(WORK TO COMPLETE): Please retype all of the following entries exactly.

----------

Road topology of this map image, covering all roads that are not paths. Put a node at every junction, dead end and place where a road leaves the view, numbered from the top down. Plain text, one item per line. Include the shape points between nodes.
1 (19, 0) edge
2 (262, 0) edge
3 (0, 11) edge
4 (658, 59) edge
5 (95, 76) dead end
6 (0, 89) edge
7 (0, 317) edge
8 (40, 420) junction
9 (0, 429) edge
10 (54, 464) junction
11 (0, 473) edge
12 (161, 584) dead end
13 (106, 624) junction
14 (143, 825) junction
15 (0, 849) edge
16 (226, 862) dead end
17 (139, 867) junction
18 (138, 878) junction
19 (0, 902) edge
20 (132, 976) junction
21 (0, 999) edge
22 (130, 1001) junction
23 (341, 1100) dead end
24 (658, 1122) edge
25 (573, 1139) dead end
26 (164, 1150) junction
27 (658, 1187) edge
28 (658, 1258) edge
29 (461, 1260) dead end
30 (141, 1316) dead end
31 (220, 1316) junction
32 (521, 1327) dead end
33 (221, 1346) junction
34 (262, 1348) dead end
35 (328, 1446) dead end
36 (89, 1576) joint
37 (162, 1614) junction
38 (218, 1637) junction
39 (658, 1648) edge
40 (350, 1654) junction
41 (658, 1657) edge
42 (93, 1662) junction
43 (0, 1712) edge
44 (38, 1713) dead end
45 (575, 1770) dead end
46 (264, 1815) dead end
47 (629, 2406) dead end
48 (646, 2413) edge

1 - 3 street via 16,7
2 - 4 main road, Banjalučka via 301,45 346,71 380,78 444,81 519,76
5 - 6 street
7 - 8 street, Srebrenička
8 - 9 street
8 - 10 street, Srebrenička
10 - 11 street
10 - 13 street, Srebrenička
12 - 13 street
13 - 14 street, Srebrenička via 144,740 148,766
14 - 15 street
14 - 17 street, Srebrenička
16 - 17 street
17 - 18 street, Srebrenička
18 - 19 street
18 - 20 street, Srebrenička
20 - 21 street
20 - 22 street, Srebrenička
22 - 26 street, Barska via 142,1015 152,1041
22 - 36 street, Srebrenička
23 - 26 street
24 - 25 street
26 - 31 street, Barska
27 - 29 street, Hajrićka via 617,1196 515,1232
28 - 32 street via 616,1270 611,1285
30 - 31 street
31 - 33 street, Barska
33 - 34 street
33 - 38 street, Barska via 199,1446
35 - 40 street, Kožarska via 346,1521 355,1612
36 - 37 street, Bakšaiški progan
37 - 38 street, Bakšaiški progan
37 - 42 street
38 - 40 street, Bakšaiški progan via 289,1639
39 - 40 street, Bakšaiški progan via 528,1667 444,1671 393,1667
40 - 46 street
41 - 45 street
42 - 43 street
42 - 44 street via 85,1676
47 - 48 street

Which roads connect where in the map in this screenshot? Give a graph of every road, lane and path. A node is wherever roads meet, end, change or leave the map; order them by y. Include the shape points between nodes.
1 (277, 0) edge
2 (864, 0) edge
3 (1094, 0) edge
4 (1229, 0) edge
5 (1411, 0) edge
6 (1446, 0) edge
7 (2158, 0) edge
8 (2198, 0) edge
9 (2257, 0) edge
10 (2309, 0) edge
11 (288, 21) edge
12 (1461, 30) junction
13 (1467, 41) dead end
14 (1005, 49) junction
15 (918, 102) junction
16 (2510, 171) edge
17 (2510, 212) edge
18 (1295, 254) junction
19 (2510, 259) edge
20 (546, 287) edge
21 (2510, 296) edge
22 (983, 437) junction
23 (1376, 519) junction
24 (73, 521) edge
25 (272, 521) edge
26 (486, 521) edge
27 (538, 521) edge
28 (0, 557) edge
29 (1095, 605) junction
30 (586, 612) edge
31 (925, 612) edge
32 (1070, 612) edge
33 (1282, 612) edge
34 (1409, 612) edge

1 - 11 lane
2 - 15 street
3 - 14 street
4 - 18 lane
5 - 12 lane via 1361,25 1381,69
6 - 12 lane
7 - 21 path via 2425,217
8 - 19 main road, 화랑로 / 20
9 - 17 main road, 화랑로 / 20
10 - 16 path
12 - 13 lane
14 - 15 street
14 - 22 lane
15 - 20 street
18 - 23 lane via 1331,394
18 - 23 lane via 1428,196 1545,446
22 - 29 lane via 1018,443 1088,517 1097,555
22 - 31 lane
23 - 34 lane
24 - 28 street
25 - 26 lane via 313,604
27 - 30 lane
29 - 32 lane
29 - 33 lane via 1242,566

----------

(YOUR RESPONSE):
Road topology of this map image, covering all roads that are not paths. Put a node at every junction, dead end and place where a road leaves the view, numbered from the top down. Plain text, one item per line. Include the shape points between nodes.
1 (19, 0) edge
2 (262, 0) edge
3 (0, 11) edge
4 (658, 59) edge
5 (95, 76) dead end
6 (0, 89) edge
7 (0, 317) edge
8 (40, 420) junction
9 (0, 429) edge
10 (54, 464) junction
11 (0, 473) edge
12 (161, 584) dead end
13 (106, 624) junction
14 (143, 825) junction
15 (0, 849) edge
16 (226, 862) dead end
17 (139, 867) junction
18 (138, 878) junction
19 (0, 902) edge
20 (132, 976) junction
21 (0, 999) edge
22 (130, 1001) junction
23 (341, 1100) dead end
24 (658, 1122) edge
25 (573, 1139) dead end
26 (164, 1150) junction
27 (658, 1187) edge
28 (658, 1258) edge
29 (461, 1260) dead end
30 (141, 1316) dead end
31 (220, 1316) junction
32 (521, 1327) dead end
33 (221, 1346) junction
34 (262, 1348) dead end
35 (328, 1446) dead end
36 (89, 1576) joint
37 (162, 1614) junction
38 (218, 1637) junction
39 (658, 1648) edge
40 (350, 1654) junction
41 (658, 1657) edge
42 (93, 1662) junction
43 (0, 1712) edge
44 (38, 1713) dead end
45 (575, 1770) dead end
46 (264, 1815) dead end
47 (629, 2406) dead end
48 (646, 2413) edge

1 - 3 street via 16,7
2 - 4 main road, Banjalučka via 301,45 346,71 380,78 444,81 519,76
5 - 6 street
7 - 8 street, Srebrenička
8 - 9 street
8 - 10 street, Srebrenička
10 - 11 street
10 - 13 street, Srebrenička
12 - 13 street
13 - 14 street, Srebrenička via 144,740 148,766
14 - 15 street
14 - 17 street, Srebrenička
16 - 17 street
17 - 18 street, Srebrenička
18 - 19 street
18 - 20 street, Srebrenička
20 - 21 street
20 - 22 street, Srebrenička
22 - 26 street, Barska via 142,1015 152,1041
22 - 36 street, Srebrenička
23 - 26 street
24 - 25 street
26 - 31 street, Barska
27 - 29 street, Hajrićka via 617,1196 515,1232
28 - 32 street via 616,1270 611,1285
30 - 31 street
31 - 33 street, Barska
33 - 34 street
33 - 38 street, Barska via 199,1446
35 - 40 street, Kožarska via 346,1521 355,1612
36 - 37 street, Bakšaiški progan
37 - 38 street, Bakšaiški progan
37 - 42 street
38 - 40 street, Bakšaiški progan via 289,1639
39 - 40 street, Bakšaiški progan via 528,1667 444,1671 393,1667
40 - 46 street
41 - 45 street
42 - 43 street
42 - 44 street via 85,1676
47 - 48 street

Which roads connect where in the map in this screenshot? Give a graph of every road, lane and path. A node is wherever roads meet, end, change or leave the map; order them by y. Include the shape points between nodes.
1 (277, 0) edge
2 (864, 0) edge
3 (1094, 0) edge
4 (1229, 0) edge
5 (1411, 0) edge
6 (1446, 0) edge
7 (2158, 0) edge
8 (2198, 0) edge
9 (2257, 0) edge
10 (2309, 0) edge
11 (288, 21) edge
12 (1461, 30) junction
13 (1467, 41) dead end
14 (1005, 49) junction
15 (918, 102) junction
16 (2510, 171) edge
17 (2510, 212) edge
18 (1295, 254) junction
19 (2510, 259) edge
20 (546, 287) edge
21 (2510, 296) edge
22 (983, 437) junction
23 (1376, 519) junction
24 (73, 521) edge
25 (272, 521) edge
26 (486, 521) edge
27 (538, 521) edge
28 (0, 557) edge
29 (1095, 605) junction
30 (586, 612) edge
31 (925, 612) edge
32 (1070, 612) edge
33 (1282, 612) edge
34 (1409, 612) edge

1 - 11 lane
2 - 15 street
3 - 14 street
4 - 18 lane
5 - 12 lane via 1361,25 1381,69
6 - 12 lane
7 - 21 path via 2425,217
8 - 19 main road, 화랑로 / 20
9 - 17 main road, 화랑로 / 20
10 - 16 path
12 - 13 lane
14 - 15 street
14 - 22 lane
15 - 20 street
18 - 23 lane via 1331,394
18 - 23 lane via 1428,196 1545,446
22 - 29 lane via 1018,443 1088,517 1097,555
22 - 31 lane
23 - 34 lane
24 - 28 street
25 - 26 lane via 313,604
27 - 30 lane
29 - 32 lane
29 - 33 lane via 1242,566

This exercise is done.